-- RECORDS follows --
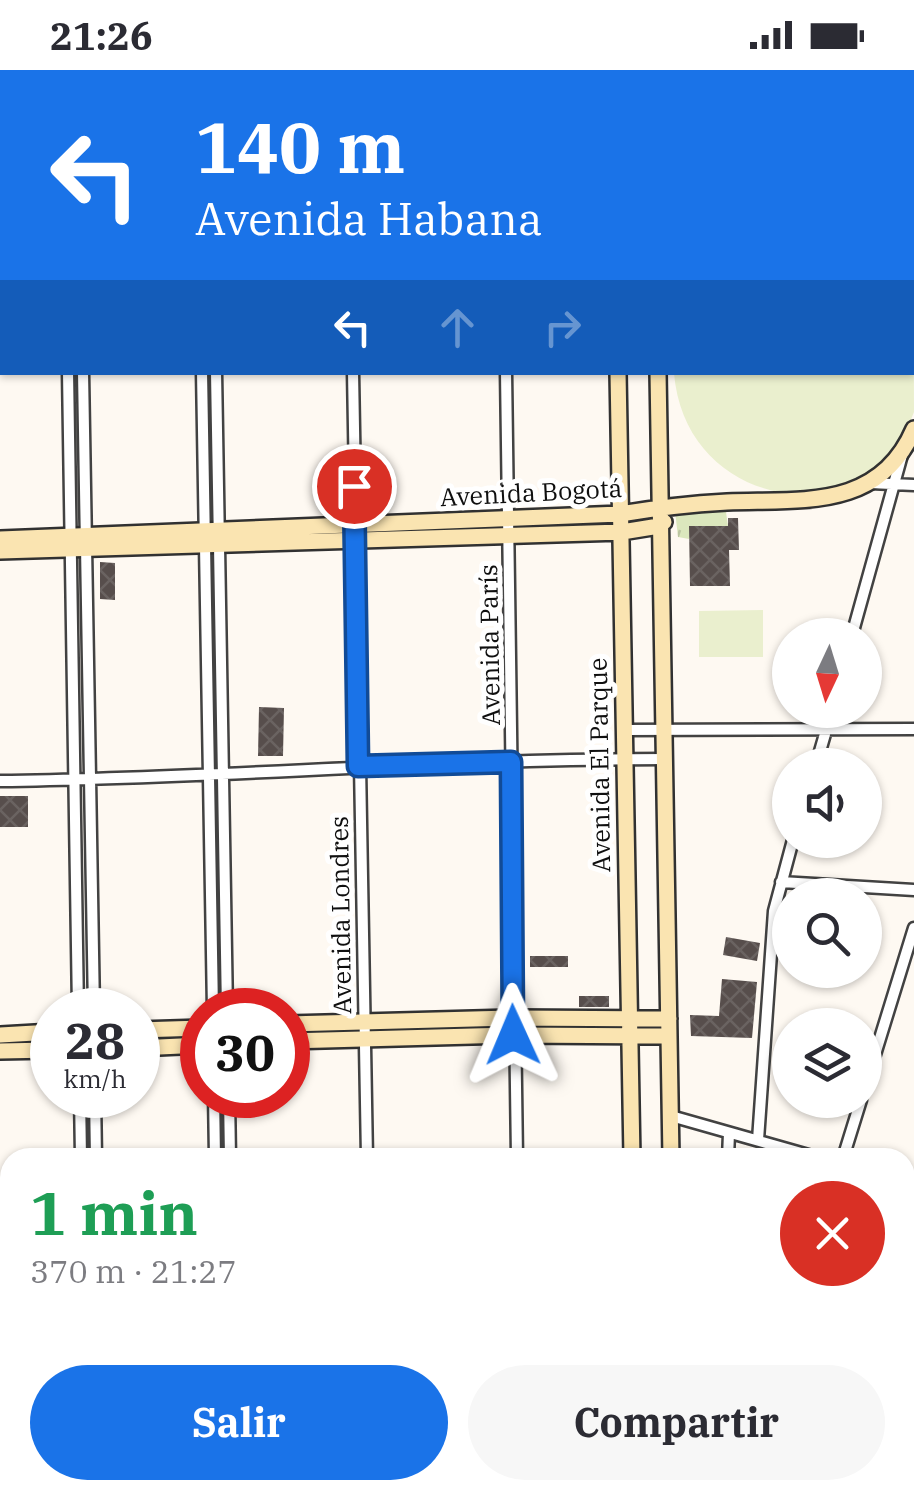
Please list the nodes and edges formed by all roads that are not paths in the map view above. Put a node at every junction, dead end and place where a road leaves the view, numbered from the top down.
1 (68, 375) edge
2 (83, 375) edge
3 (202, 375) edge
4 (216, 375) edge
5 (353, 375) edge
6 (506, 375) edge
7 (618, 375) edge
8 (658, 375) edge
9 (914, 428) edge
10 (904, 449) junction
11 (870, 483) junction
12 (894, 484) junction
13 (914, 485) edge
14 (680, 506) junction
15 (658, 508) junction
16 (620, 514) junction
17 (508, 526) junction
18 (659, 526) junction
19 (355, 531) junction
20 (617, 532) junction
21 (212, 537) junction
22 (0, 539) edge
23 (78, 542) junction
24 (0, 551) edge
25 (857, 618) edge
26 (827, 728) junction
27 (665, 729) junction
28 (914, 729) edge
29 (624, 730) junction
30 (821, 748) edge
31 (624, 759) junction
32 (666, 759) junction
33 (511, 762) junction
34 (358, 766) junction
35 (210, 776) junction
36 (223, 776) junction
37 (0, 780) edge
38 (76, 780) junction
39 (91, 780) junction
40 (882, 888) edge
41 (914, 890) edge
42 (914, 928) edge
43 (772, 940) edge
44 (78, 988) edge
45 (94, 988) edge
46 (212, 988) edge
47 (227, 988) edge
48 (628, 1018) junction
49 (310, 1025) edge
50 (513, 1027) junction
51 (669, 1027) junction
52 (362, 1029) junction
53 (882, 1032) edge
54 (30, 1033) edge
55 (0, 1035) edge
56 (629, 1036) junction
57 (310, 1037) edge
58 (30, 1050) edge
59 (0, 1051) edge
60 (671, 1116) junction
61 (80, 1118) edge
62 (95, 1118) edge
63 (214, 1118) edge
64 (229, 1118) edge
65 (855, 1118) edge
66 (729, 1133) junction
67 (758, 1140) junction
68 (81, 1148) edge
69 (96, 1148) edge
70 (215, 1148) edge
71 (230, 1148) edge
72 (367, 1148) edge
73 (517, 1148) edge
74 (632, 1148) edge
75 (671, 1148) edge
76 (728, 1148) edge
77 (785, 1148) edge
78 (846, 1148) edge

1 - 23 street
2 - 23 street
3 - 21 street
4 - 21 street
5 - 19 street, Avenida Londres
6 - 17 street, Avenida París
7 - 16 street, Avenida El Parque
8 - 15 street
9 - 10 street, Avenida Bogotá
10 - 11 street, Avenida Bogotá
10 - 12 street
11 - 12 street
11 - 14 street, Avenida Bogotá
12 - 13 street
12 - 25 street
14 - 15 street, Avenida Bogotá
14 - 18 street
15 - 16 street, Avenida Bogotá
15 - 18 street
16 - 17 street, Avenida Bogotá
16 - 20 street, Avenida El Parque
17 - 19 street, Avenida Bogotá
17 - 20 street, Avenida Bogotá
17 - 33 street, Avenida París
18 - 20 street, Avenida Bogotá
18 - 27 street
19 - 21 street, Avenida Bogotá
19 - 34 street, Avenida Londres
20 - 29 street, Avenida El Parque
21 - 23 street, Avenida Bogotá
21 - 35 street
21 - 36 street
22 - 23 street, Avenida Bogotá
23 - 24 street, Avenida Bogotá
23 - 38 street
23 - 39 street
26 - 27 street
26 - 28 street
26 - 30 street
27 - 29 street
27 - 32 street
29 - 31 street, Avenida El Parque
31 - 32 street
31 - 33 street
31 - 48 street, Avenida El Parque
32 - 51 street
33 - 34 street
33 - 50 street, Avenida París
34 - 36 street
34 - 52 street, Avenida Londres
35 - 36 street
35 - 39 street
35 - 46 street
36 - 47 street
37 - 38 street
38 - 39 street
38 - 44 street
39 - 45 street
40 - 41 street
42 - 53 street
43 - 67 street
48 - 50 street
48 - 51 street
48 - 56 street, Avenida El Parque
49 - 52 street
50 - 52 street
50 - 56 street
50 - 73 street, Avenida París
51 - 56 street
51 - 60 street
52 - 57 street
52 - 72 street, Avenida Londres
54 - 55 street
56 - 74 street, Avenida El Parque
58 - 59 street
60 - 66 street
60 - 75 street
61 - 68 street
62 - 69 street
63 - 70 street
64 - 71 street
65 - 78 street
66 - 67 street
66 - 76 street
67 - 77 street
-- RECORDS concluded --
▸ DIRECTIONS FOR THIS TASK: Look through the entries, and return every line that the word "París" appears in.

▸ RESPONSE BELOW:
6 - 17 street, Avenida París
17 - 33 street, Avenida París
33 - 50 street, Avenida París
50 - 73 street, Avenida París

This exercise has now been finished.